=== What is needed ===
Each record should be retyped word for word.

=== Records from a collection ===
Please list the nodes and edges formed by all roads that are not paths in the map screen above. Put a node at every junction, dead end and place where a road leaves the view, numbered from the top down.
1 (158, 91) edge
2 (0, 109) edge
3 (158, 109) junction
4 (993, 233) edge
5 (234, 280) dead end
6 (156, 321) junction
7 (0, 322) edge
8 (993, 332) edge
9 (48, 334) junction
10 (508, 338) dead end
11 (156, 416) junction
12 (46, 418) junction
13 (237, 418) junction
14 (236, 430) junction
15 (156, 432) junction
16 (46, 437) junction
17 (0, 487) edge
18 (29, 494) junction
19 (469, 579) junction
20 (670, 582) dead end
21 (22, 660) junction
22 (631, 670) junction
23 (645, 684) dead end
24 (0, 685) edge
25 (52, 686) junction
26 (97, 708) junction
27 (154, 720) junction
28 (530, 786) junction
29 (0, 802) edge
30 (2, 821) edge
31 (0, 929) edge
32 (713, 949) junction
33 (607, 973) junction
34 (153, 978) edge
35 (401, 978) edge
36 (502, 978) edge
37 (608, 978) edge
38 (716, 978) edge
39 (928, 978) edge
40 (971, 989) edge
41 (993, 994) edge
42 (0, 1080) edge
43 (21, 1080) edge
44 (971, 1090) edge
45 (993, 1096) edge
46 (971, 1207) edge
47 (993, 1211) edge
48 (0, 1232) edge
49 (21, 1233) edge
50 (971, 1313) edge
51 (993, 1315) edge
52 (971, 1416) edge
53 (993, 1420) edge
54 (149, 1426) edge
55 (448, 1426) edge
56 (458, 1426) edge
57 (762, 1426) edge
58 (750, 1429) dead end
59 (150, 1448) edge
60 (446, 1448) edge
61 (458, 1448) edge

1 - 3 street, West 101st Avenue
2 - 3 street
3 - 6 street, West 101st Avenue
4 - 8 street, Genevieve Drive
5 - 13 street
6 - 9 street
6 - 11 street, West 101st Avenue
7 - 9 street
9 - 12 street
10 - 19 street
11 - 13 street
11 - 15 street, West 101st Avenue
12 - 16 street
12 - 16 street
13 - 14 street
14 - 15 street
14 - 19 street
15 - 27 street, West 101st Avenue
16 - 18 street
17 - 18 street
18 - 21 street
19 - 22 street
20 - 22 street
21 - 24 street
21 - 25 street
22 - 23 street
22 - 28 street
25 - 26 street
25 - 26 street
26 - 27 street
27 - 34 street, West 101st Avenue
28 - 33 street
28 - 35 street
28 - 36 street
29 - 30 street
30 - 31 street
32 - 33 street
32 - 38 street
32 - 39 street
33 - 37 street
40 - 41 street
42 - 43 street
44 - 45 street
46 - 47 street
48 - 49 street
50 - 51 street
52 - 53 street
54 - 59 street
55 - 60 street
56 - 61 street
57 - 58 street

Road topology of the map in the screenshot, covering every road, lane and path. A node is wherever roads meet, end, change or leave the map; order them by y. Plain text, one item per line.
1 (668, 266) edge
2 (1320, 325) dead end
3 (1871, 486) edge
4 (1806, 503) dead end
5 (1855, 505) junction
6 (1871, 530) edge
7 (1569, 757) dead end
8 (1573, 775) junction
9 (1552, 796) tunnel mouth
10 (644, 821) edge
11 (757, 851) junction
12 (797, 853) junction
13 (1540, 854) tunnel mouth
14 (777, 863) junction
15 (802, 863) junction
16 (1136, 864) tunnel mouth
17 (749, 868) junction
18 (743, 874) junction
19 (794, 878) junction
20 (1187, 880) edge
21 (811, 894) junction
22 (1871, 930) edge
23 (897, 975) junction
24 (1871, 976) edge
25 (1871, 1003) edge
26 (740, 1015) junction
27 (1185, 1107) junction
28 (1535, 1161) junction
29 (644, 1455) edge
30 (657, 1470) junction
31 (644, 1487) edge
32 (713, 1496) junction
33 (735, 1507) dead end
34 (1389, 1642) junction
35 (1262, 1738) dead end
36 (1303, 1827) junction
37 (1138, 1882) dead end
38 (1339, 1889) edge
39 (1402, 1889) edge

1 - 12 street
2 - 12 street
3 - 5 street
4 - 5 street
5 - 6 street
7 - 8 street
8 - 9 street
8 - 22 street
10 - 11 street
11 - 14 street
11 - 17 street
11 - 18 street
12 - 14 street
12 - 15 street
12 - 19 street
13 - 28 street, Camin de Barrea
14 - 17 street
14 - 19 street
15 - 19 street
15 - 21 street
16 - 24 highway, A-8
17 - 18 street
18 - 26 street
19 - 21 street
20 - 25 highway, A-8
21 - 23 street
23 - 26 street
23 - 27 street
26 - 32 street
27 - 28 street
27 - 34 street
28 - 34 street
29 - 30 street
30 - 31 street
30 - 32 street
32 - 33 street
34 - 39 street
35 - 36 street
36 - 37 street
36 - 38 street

=== Response ===
Please list the nodes and edges formed by all roads that are not paths in the map screen above. Put a node at every junction, dead end and place where a road leaves the view, numbered from the top down.
1 (158, 91) edge
2 (0, 109) edge
3 (158, 109) junction
4 (993, 233) edge
5 (234, 280) dead end
6 (156, 321) junction
7 (0, 322) edge
8 (993, 332) edge
9 (48, 334) junction
10 (508, 338) dead end
11 (156, 416) junction
12 (46, 418) junction
13 (237, 418) junction
14 (236, 430) junction
15 (156, 432) junction
16 (46, 437) junction
17 (0, 487) edge
18 (29, 494) junction
19 (469, 579) junction
20 (670, 582) dead end
21 (22, 660) junction
22 (631, 670) junction
23 (645, 684) dead end
24 (0, 685) edge
25 (52, 686) junction
26 (97, 708) junction
27 (154, 720) junction
28 (530, 786) junction
29 (0, 802) edge
30 (2, 821) edge
31 (0, 929) edge
32 (713, 949) junction
33 (607, 973) junction
34 (153, 978) edge
35 (401, 978) edge
36 (502, 978) edge
37 (608, 978) edge
38 (716, 978) edge
39 (928, 978) edge
40 (971, 989) edge
41 (993, 994) edge
42 (0, 1080) edge
43 (21, 1080) edge
44 (971, 1090) edge
45 (993, 1096) edge
46 (971, 1207) edge
47 (993, 1211) edge
48 (0, 1232) edge
49 (21, 1233) edge
50 (971, 1313) edge
51 (993, 1315) edge
52 (971, 1416) edge
53 (993, 1420) edge
54 (149, 1426) edge
55 (448, 1426) edge
56 (458, 1426) edge
57 (762, 1426) edge
58 (750, 1429) dead end
59 (150, 1448) edge
60 (446, 1448) edge
61 (458, 1448) edge

1 - 3 street, West 101st Avenue
2 - 3 street
3 - 6 street, West 101st Avenue
4 - 8 street, Genevieve Drive
5 - 13 street
6 - 9 street
6 - 11 street, West 101st Avenue
7 - 9 street
9 - 12 street
10 - 19 street
11 - 13 street
11 - 15 street, West 101st Avenue
12 - 16 street
12 - 16 street
13 - 14 street
14 - 15 street
14 - 19 street
15 - 27 street, West 101st Avenue
16 - 18 street
17 - 18 street
18 - 21 street
19 - 22 street
20 - 22 street
21 - 24 street
21 - 25 street
22 - 23 street
22 - 28 street
25 - 26 street
25 - 26 street
26 - 27 street
27 - 34 street, West 101st Avenue
28 - 33 street
28 - 35 street
28 - 36 street
29 - 30 street
30 - 31 street
32 - 33 street
32 - 38 street
32 - 39 street
33 - 37 street
40 - 41 street
42 - 43 street
44 - 45 street
46 - 47 street
48 - 49 street
50 - 51 street
52 - 53 street
54 - 59 street
55 - 60 street
56 - 61 street
57 - 58 street

Road topology of the map in the screenshot, covering every road, lane and path. A node is wherever roads meet, end, change or leave the map; order them by y. Plain text, one item per line.
1 (668, 266) edge
2 (1320, 325) dead end
3 (1871, 486) edge
4 (1806, 503) dead end
5 (1855, 505) junction
6 (1871, 530) edge
7 (1569, 757) dead end
8 (1573, 775) junction
9 (1552, 796) tunnel mouth
10 (644, 821) edge
11 (757, 851) junction
12 (797, 853) junction
13 (1540, 854) tunnel mouth
14 (777, 863) junction
15 (802, 863) junction
16 (1136, 864) tunnel mouth
17 (749, 868) junction
18 (743, 874) junction
19 (794, 878) junction
20 (1187, 880) edge
21 (811, 894) junction
22 (1871, 930) edge
23 (897, 975) junction
24 (1871, 976) edge
25 (1871, 1003) edge
26 (740, 1015) junction
27 (1185, 1107) junction
28 (1535, 1161) junction
29 (644, 1455) edge
30 (657, 1470) junction
31 (644, 1487) edge
32 (713, 1496) junction
33 (735, 1507) dead end
34 (1389, 1642) junction
35 (1262, 1738) dead end
36 (1303, 1827) junction
37 (1138, 1882) dead end
38 (1339, 1889) edge
39 (1402, 1889) edge

1 - 12 street
2 - 12 street
3 - 5 street
4 - 5 street
5 - 6 street
7 - 8 street
8 - 9 street
8 - 22 street
10 - 11 street
11 - 14 street
11 - 17 street
11 - 18 street
12 - 14 street
12 - 15 street
12 - 19 street
13 - 28 street, Camin de Barrea
14 - 17 street
14 - 19 street
15 - 19 street
15 - 21 street
16 - 24 highway, A-8
17 - 18 street
18 - 26 street
19 - 21 street
20 - 25 highway, A-8
21 - 23 street
23 - 26 street
23 - 27 street
26 - 32 street
27 - 28 street
27 - 34 street
28 - 34 street
29 - 30 street
30 - 31 street
30 - 32 street
32 - 33 street
34 - 39 street
35 - 36 street
36 - 37 street
36 - 38 street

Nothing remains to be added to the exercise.